WORK ITEM → Output the listing word for word, minus pictures.

GIVEN DATA →

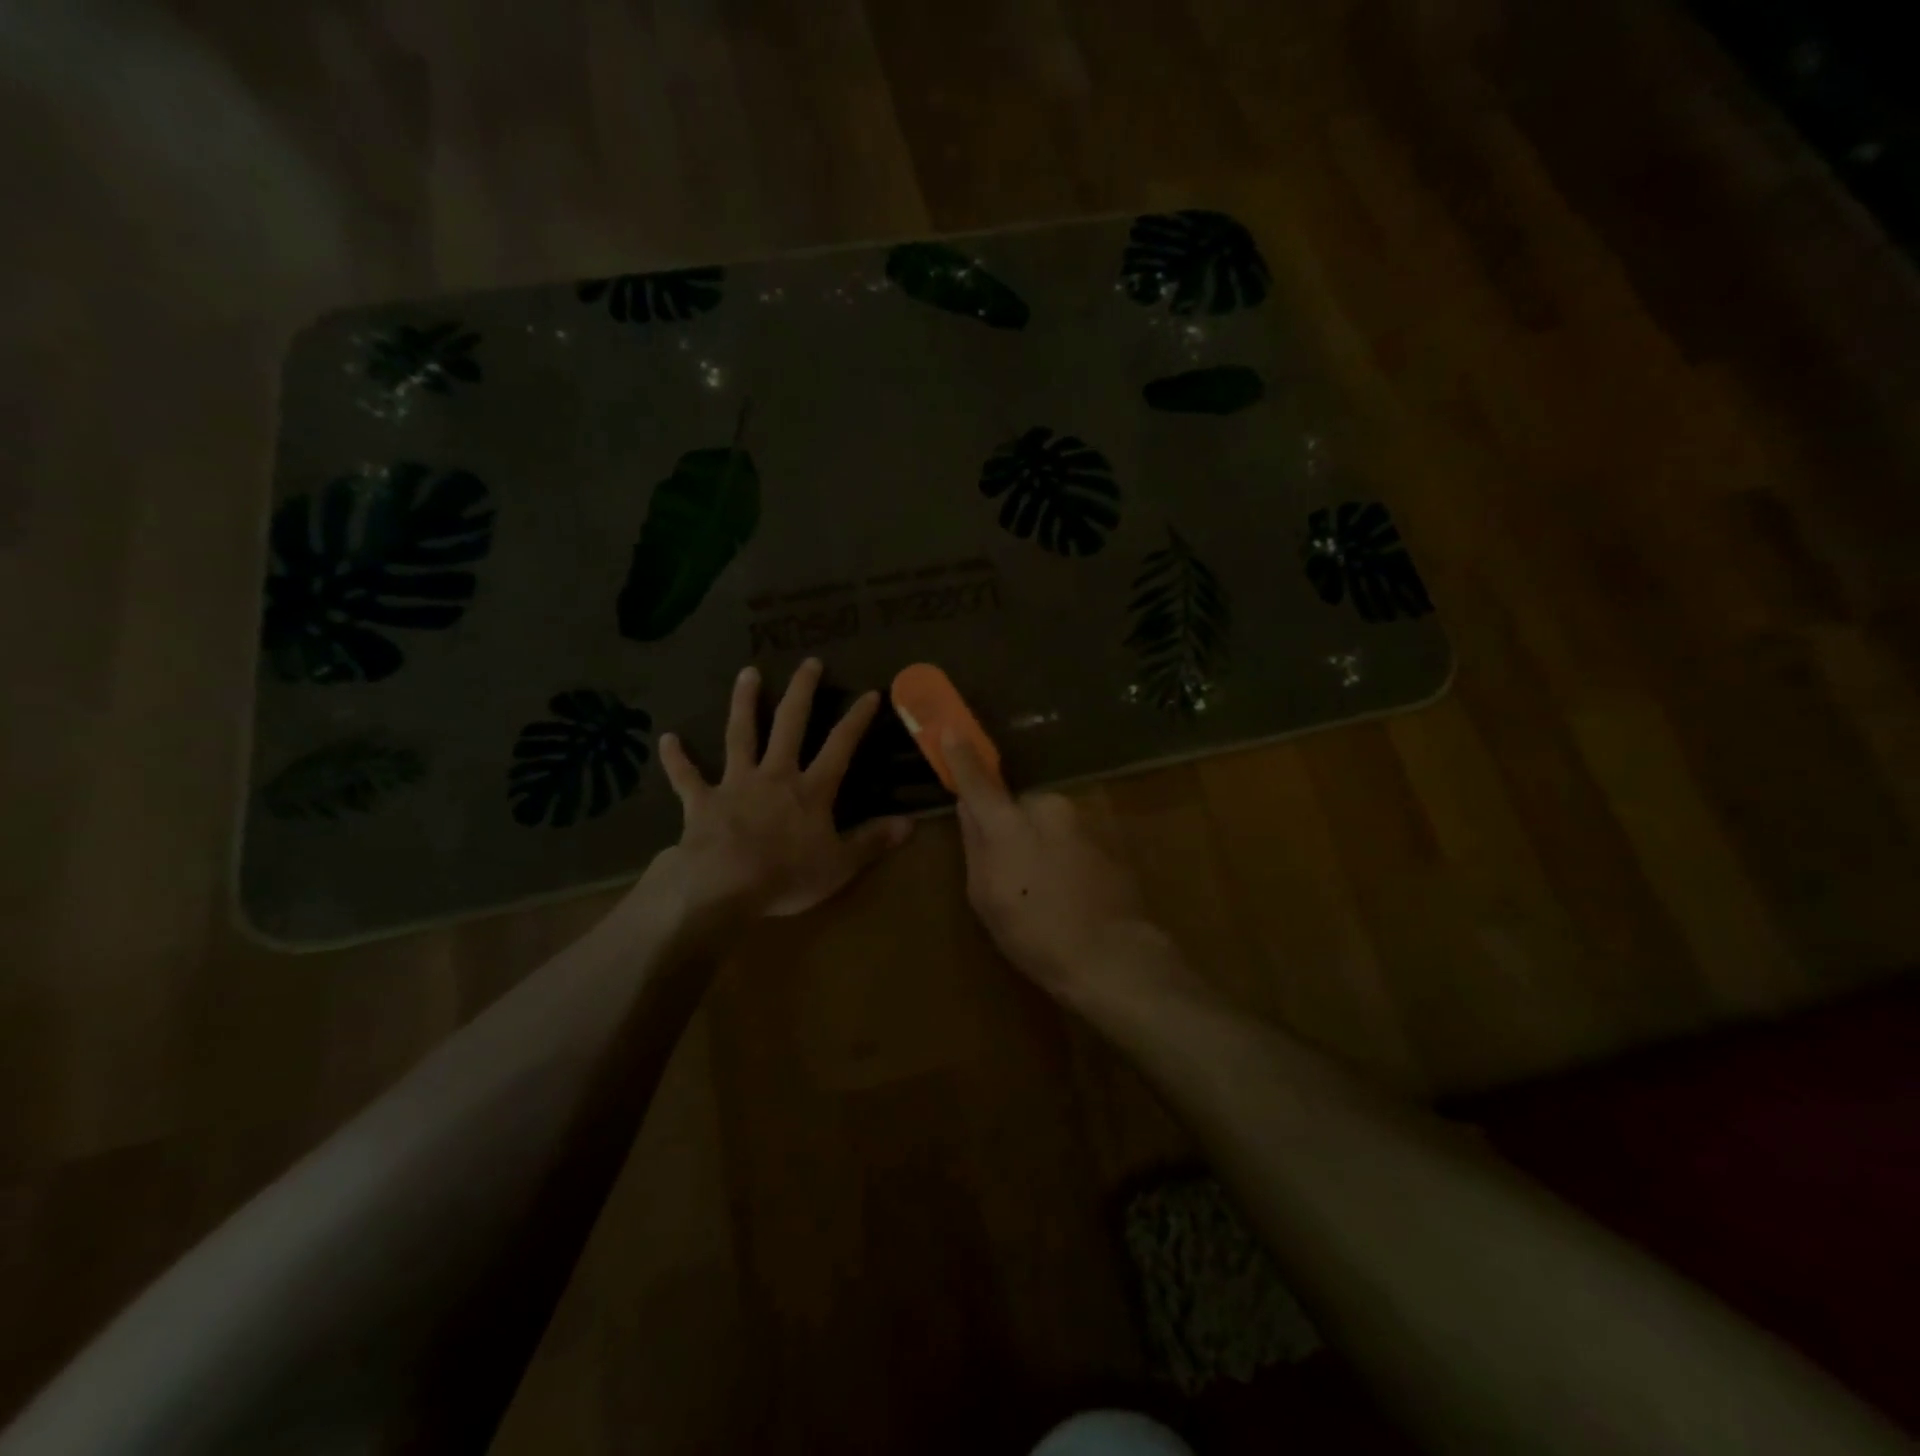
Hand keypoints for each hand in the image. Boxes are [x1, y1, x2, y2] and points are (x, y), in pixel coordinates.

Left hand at [635, 659, 912, 934]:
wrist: (724, 885)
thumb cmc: (787, 875)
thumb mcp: (840, 865)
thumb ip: (873, 841)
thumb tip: (911, 824)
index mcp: (811, 790)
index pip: (840, 745)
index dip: (856, 719)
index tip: (869, 692)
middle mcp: (775, 775)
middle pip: (790, 724)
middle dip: (802, 692)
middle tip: (809, 662)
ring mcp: (736, 784)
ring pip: (740, 735)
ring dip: (744, 703)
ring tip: (747, 673)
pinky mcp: (702, 800)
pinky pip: (687, 777)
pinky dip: (676, 759)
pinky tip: (667, 739)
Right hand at [947, 733, 1195, 1011]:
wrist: (1112, 956)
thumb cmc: (1035, 933)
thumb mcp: (986, 897)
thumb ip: (975, 845)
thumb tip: (969, 809)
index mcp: (1009, 823)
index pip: (977, 782)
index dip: (961, 756)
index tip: (950, 729)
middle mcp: (1047, 809)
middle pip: (1017, 805)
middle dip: (1009, 824)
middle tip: (1007, 868)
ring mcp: (1082, 821)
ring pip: (1046, 821)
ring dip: (1038, 841)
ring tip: (1043, 888)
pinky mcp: (1106, 838)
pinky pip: (1070, 837)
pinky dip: (1062, 853)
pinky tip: (1068, 891)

PROBLEM SOLUTION →
Hand keypoints for each hand in the image. Boxes are [x1, y1, x2, y2] and points are (x, y), in pixel coordinates.

Left hand at [635, 659, 912, 934]:
wrist: (724, 885)
thumb cmc: (787, 875)
thumb mcp: (840, 865)
thumb ip: (873, 841)
thumb tip: (911, 824)
index mcp: (811, 790)
index pip: (840, 745)
index dip: (856, 719)
index tip: (869, 692)
middle mcp: (775, 775)
middle pip: (790, 724)
middle dip: (802, 692)
middle tip: (809, 662)
ring mcp: (736, 784)
ring pip: (740, 735)
ring dip: (744, 703)
ring tip: (747, 673)
pinky mcp: (702, 800)
pinky pip: (687, 777)
pinky dip: (676, 759)
pinky tip: (667, 739)
Right hand at [947, 733, 1195, 1011]:
wrist: (1112, 956)
thumb cmc: (1035, 933)
thumb mcp: (986, 897)
thumb ip: (975, 845)
thumb tip: (969, 809)
index mcp: (1009, 823)
index pip: (977, 782)
index dip: (961, 756)
index tip: (950, 729)
middle mcp: (1047, 809)
middle pip: (1017, 805)
middle dip: (1009, 824)
middle tip: (1007, 868)
ring mcp: (1082, 821)
ring pip: (1046, 821)
ring dip: (1038, 841)
ring tip: (1043, 888)
pinky mcp: (1106, 838)
pinky pip: (1070, 837)
pinky dip: (1062, 853)
pinky tip: (1068, 891)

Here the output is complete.